Le système d’information doit s’adapter de plus en plus vite pour répondre à la stratégie de l’entreprise. Nous sommes dans un contexte de plus en plus mouvant et de moins en moins prédictible, que l’on peut décrire sous l’acronyme VUCA : il faut donc évoluer en permanence sous peine d’être lâché. Comment aller plus vite dans un contexte économique poussant à la gestion parcimonieuse des ressources ? La réponse tient dans la taille. Et ici, être petit est un avantage !
La taille est un problème
L’allocation des ressources croît de façon non linéaire avec la dimension du problème. Si on considère une courbe avec les ressources en ordonnées et la taille du problème, on constate son accélération.
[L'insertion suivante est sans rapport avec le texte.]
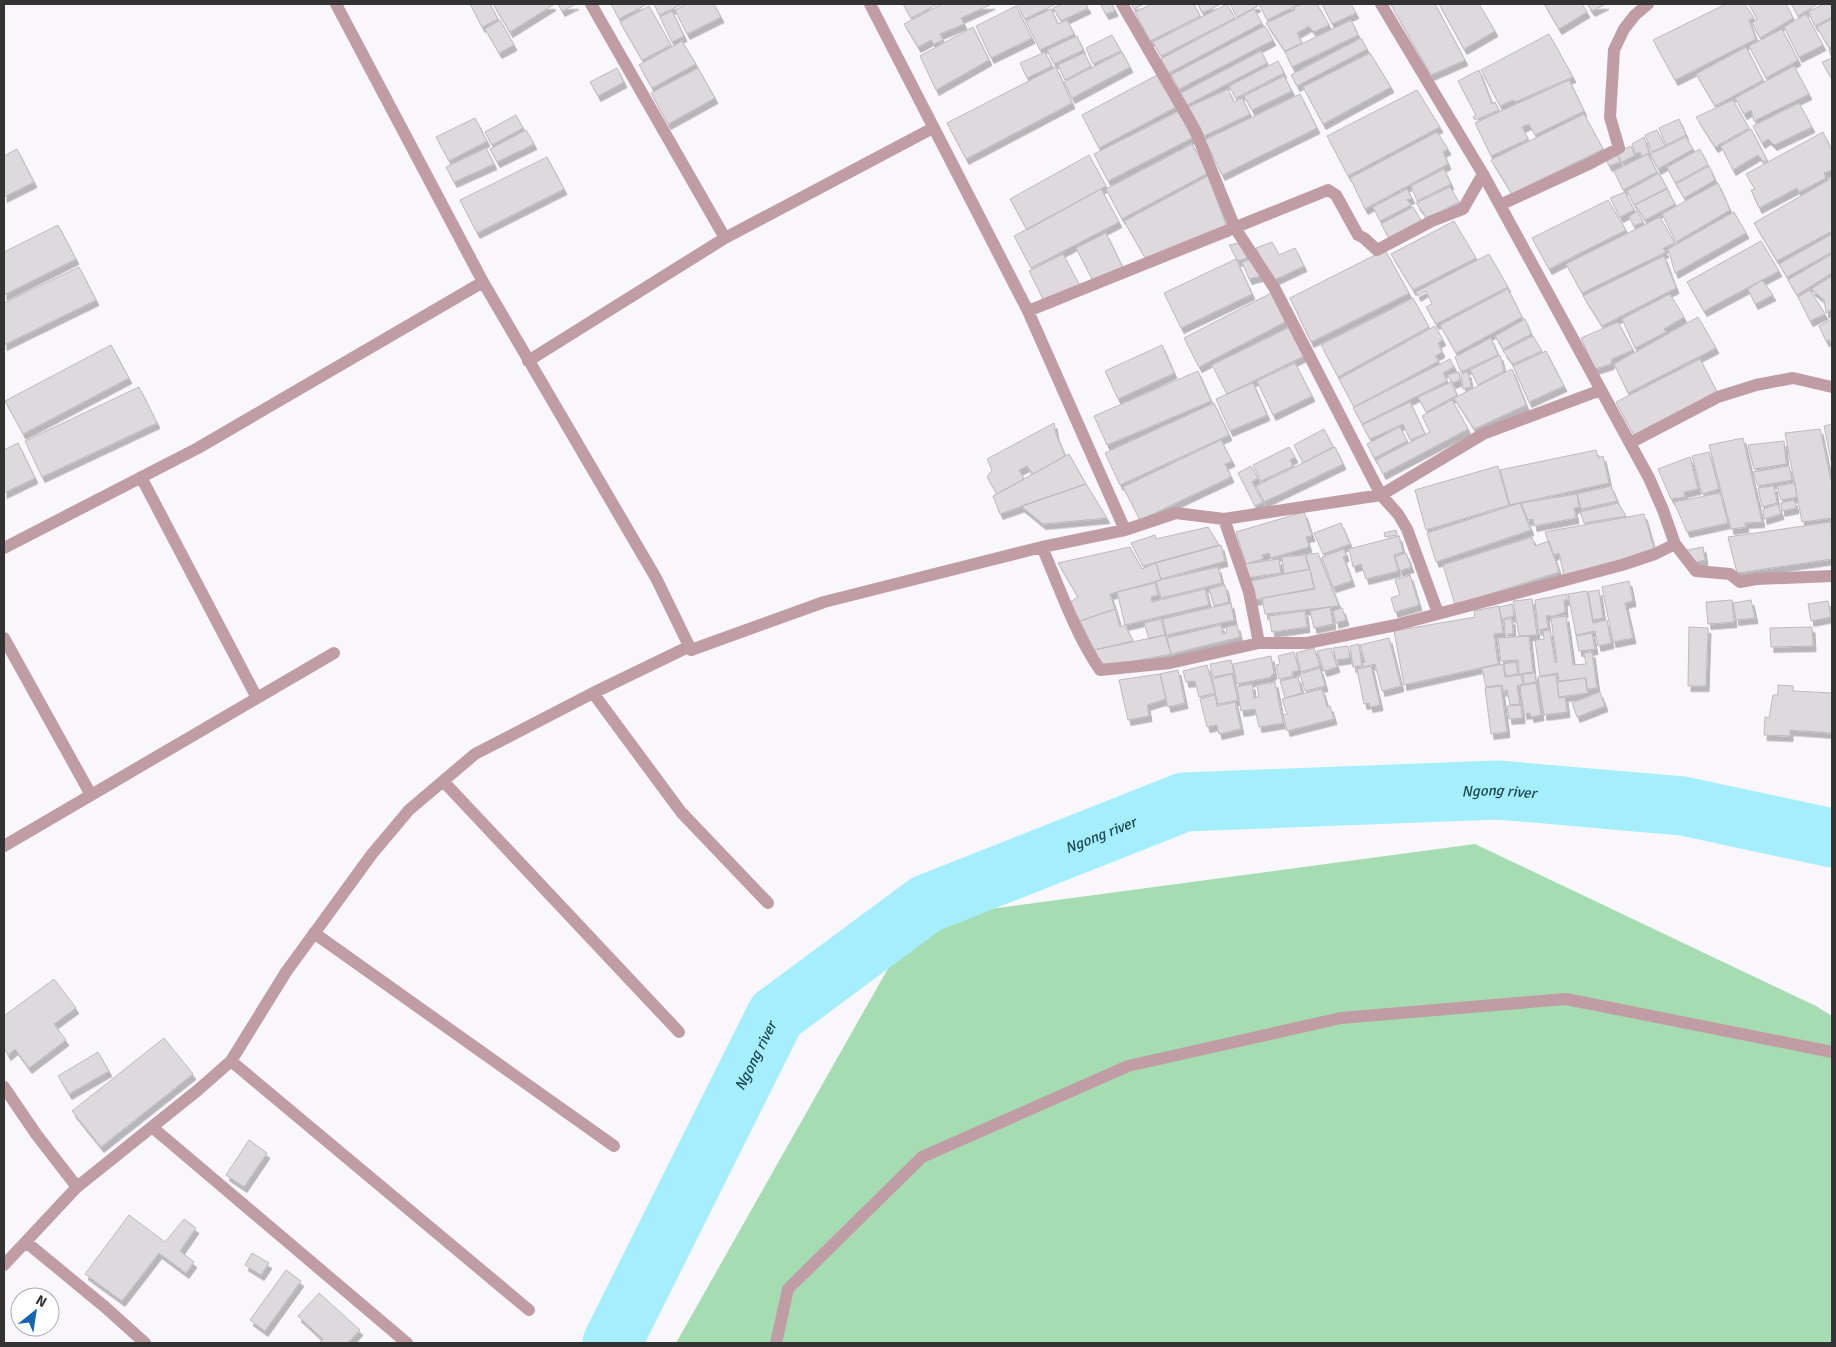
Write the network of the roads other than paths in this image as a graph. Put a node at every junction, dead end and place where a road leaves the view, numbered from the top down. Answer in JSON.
{"nodes":[{"id":1,"x":336,"y":4,"type":"edge"},
{"id":2,"x":591,"y":4,"type":"edge"},
{"id":3,"x":870,"y":4,"type":"edge"},
{"id":4,"x":1122,"y":4,"type":"edge"},
{"id":5,"x":1381,"y":4,"type":"edge"},
{"id":6,"x":1648,"y":4,"type":"edge"},
{"id":7,"x":933,"y":128,"type":"junction"},
{"id":8,"x":1483,"y":174,"type":"junction"},
{"id":9,"x":1500,"y":204,"type":"junction"},
{"id":10,"x":1235,"y":228,"type":"junction"},
{"id":11,"x":726,"y":238,"type":"junction"},
{"id":12,"x":483,"y":282,"type":"junction"},
{"id":13,"x":1028,"y":311,"type":"junction"},
{"id":14,"x":528,"y":361,"type":"junction"},
{"id":15,"x":1832,"y":387,"type":"edge"},
{"id":16,"x":1601,"y":390,"type":"junction"},
{"id":17,"x":1630,"y":443,"type":"junction"},
{"id":18,"x":141,"y":477,"type":"junction"},
{"id":19,"x":1381,"y":495,"type":"junction"},
{"id":20,"x":1224,"y":519,"type":"junction"},
{"id":21,"x":1125,"y":530,"type":"junction"},
{"id":22,"x":1675,"y":544,"type":"junction"},
{"id":23,"x":1042,"y":547,"type":"junction"},
{"id":24,"x":4,"y":548,"type":"edge"},
{"id":25,"x":1832,"y":576,"type":"edge"},
{"id":26,"x":1438,"y":614,"type":"junction"},
{"id":27,"x":4,"y":638,"type":"edge"},
{"id":28,"x":1259,"y":643,"type":"junction"},
{"id":29,"x":691,"y":650,"type":"junction"},
{"id":30,"x":334,"y":653,"type":"dead end"},
{"id":31,"x":593,"y":693,"type":"junction"},
{"id":32,"x":257,"y":698,"type":"junction"},
{"id":33,"x":443,"y":781,"type":"junction"},
{"id":34,"x":91,"y":795,"type":"junction"},
{"id":35,"x":4,"y":846,"type":"edge"},
{"id":36,"x":768,"y":904,"type":"dead end"},
{"id":37,"x":314,"y":933,"type":"junction"},
{"id":38,"x":679,"y":1032,"type":"dead end"},
{"id":39,"x":1832,"y":1052,"type":"edge"},
{"id":40,"x":231,"y":1061,"type":"junction"},
{"id":41,"x":4,"y":1087,"type":"edge"},
{"id":42,"x":152,"y":1127,"type":"junction"},
{"id":43,"x":614,"y":1146,"type":"dead end"},
{"id":44,"x":76,"y":1187,"type":"junction"},
{"id":45,"x":26,"y":1242,"type":"junction"},
{"id":46,"x":4,"y":1265,"type":"edge"},
{"id":47,"x":529,"y":1310,"type":"dead end"},
{"id":48,"x":145,"y":1343,"type":"edge"},
{"id":49,"x":407,"y":1343,"type":"edge"},
{"id":50,"x":776,"y":1343,"type":"edge"}],
"edges":[{"from":1,"to":12,"type":"street"},
{"from":2,"to":11,"type":"street"},
{"from":3,"to":7,"type":"street"},
{"from":4,"to":10,"type":"street"},
{"from":5,"to":8,"type":"street"},
{"from":6,"to":9,"type":"street"},
{"from":7,"to":11,"type":"street"},
{"from":7,"to":13,"type":"street"},
{"from":8,"to":9,"type":"street"},
{"from":8,"to":10,"type":"street"},
{"from":9,"to":16,"type":"street"},
{"from":10,"to":13,"type":"street"},
{"from":10,"to":19,"type":"street"},
{"from":11,"to":14,"type":"street"},
{"from":12,"to":14,"type":"street"},
{"from":12,"to":18,"type":"street"},
{"from":13,"to":21,"type":"street"},
{"from":14,"to":29,"type":"street"},
{"from":15,"to":17,"type":"street"},
{"from":16,"to":17,"type":"street"},
{"from":16,"to":19,"type":"street"},
{"from":17,"to":22,"type":"street"},
{"from":18,"to":24,"type":"street"},
{"from":18,"to":32,"type":"street"},
{"from":19,"to":20,"type":"street"},
{"from":19,"to":26,"type":"street"},
{"from":20,"to":21,"type":"street"},
{"from":20,"to":28,"type":"street"},
{"from":21,"to":23,"type":"street"},
{"from":22,"to":25,"type":"street"},
{"from":22,"to":26,"type":"street"},
{"from":23,"to":28,"type":"street"},
{"from":23,"to":29,"type":"street"},
{"from":26,"to":28,"type":"street"},
{"from":27,"to":34,"type":"street"},
{"from":29,"to":31,"type":"street"},
{"from":30,"to":32,"type":"street"},
{"from":31,"to":33,"type":"street"},
{"from":31,"to":36,"type":"street"},
{"from":32,"to":34,"type":"street"},
{"from":33,"to":37,"type":"street"},
{"from":33,"to":38,"type":"street"},
{"from":34,"to":35,"type":"street"},
{"from":37,"to":40,"type":"street"},
{"from":37,"to":43,"type":"street"},
{"from":39,"to":50,"type":"street"},
{"from":40,"to":42,"type":"street"},
{"from":40,"to":47,"type":"street"},
{"from":41,"to":44,"type":"street"},
{"from":42,"to":44,"type":"street"},
{"from":42,"to":49,"type":"street"},
{"from":44,"to":45,"type":"street"},
{"from":45,"to":46,"type":"street"},
{"from":45,"to":48,"type":"street"}]}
Certes, une telle courbe est difficile à tracer avec précision en pratique ! Cette accélération est modélisée dans les méthodes de chiffrage classiques comme CoCoMo (I et II), ou encore dans la méthode des points de fonction. Cette accélération est également constatée en pratique : les gros projets demandent beaucoup plus de ressources, adressent des difficultés inhabituelles et ont des atterrissages souvent difficiles. Ce phénomène ne manque pas de surprendre à chaque fois ! On peut peut-être l’expliquer par le franchissement de seuils liés à la capacité cognitive d’un individu (1 ETP), la capacité de coordination d’une équipe (7 ETP) ou encore la capacité de gouvernance d’une organisation (50 ETP et plus) (voir le nombre de Dunbar). Par leur nature cognitive, ces effets de seuil nous sont difficiles à appréhender.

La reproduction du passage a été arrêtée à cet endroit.